>>>>>

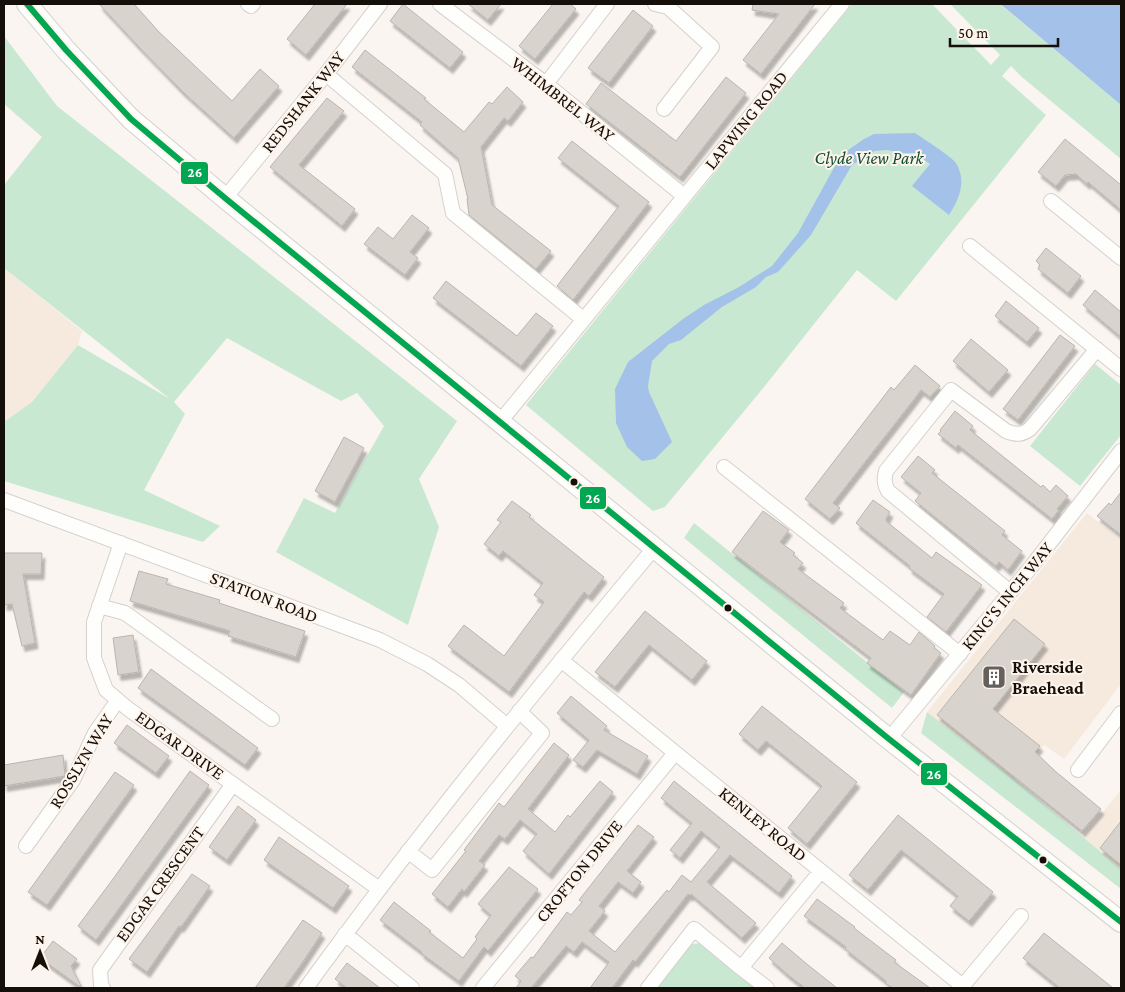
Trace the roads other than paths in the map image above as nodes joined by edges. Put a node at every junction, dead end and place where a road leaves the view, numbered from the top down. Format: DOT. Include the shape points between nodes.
graph roads {
  1 [pos="28,4"];
  2 [pos="248,4"];
  3 [pos="253,4"];
  4 [pos="380,4"];
  5 [pos="442,4"];
  6 [pos="607,4"];
  7 [pos="656,4"];
  8 [pos="842,4"];
  9 [pos="326,74"];
  10 [pos="546,84"];
  11 [pos="664,109"];
  12 [pos="684,196"];
  13 [pos="225,198"];
  14 [pos="1050,201"];
  15 [pos="970,246"];
  16 [pos="1121,258"];
  17 [pos="583,319"];
  18 [pos="1097,349"];
  19 [pos="1121,369"];
  20 [pos="500,423"];
  21 [pos="1121,451"];
  22 [pos="724,467"];
  23 [pos="4,500"];
  24 [pos="121,543"];
  25 [pos="656,548"];
  26 [pos="1010,592"];
  27 [pos="99,606"];
  28 [pos="960,654"];
  29 [pos="561,660"];
  30 [pos="118,700"];
  31 [pos="519,712"];
  32 [pos="1121,713"];
  33 [pos="272,719"];
  34 [pos="506,726"];
  35 [pos="889,739"];
  36 [pos="675,753"];
  37 [pos="1078,770"];
  38 [pos="233,784"];
  39 [pos="26,846"];
  40 [pos="408,851"];
  41 [pos="821,871"];
  42 [pos="379,889"];
  43 [pos="1020,916"];
  44 [pos="1121,922"];
  45 [pos="345,934"];
  46 [pos="741,968"];
  47 [pos="103,988"];
  48 [pos="306,988"];
  49 [pos="412,988"];
  50 [pos="483,988"];
  51 [pos="648,988"];
  52 [pos="767,988"];
  53 [pos="963,988"];
  1 -- 13 [label="street" via="131,119"];
  2 -- 3 [label="street"];
  4 -- 9 [label="street, REDSHANK WAY"];
  5 -- 10 [label="street, WHIMBREL WAY"];
  6 -- 10 [label="street"];
  7 -- 11 [label="street" via="668,7 712,47"];
  8 -- 12 [label="street, LAPWING ROAD"];
  9 -- 13 [label="street, REDSHANK WAY"];
  9 -- 17 [label="street" via="445,174 453,213"];
  10 -- 12 [label="street, WHIMBREL WAY"];
  12 -- 17 [label="street, LAPWING ROAD"];
  13 -- 20 [label="street"];
  14 -- 16 [label="street"];
  15 -- 18 [label="street"];
  17 -- 20 [label="street, LAPWING ROAD"];
  18 -- 19 [label="street"];
  18 -- 26 [label="street" via="1030,429 1019,435 1006,431 952,390 886,471 884,478 888,491"];
  20 -- 25 [label="street"];
  21 -- 26 [label="street, KING'S INCH WAY"];
  22 -- 28 [label="street"];
  23 -- 24 [label="street, STATION ROAD"];
  24 -- 27 [label="street, EDGAR DRIVE"];
  24 -- 34 [label="street, STATION ROAD" via="380,640 459,685"];
  25 -- 29 [label="street"];
  25 -- 35 [label="street"];
  26 -- 28 [label="street, KING'S INCH WAY"];
  27 -- 30 [label="street, EDGAR DRIVE" via="94,622 94,658 106,690"];
  27 -- 33 [label="street" via="124,613"];
  28 -- 35 [label="street, KING'S INCH WAY"];
  29 -- 31 [label="street"];
  29 -- 36 [label="street, KENLEY ROAD"];
  30 -- 38 [label="street, EDGAR DRIVE"];
  30 -- 39 [label="street, ROSSLYN WAY" via="95,733 73,780"];
  31 -- 34 [label="street"];
  31 -- 40 [label="street" via="542,733 432,870"];
  32 -- 37 [label="street"];
  34 -- 40 [label="street"];
  35 -- 44 [label="street"];
  36 -- 41 [label="street, KENLEY ROAD"];
  36 -- 50 [label="street, CROFTON DRIVE"];
  38 -- 42 [label="street, EDGAR DRIVE"];
  38 -- 47 [label="street, EDGAR CRESCENT" via="100,970"];
  40 -- 42 [label="street"];
  41 -- 46 [label="street"];
  41 -- 53 [label="street, KENLEY ROAD"];
  42 -- 45 [label="street"];
  43 -- 53 [label="street"];
  45 -- 48 [label="street"];
  45 -- 49 [label="street"];
  46 -- 51 [label="street" via="694,929"];
  46 -- 52 [label="street"];
}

<<<<<

-- Task --
Tell how many lines in the data hold the string "REDSHANK". Only the number is wanted.

-- Expected answer --
2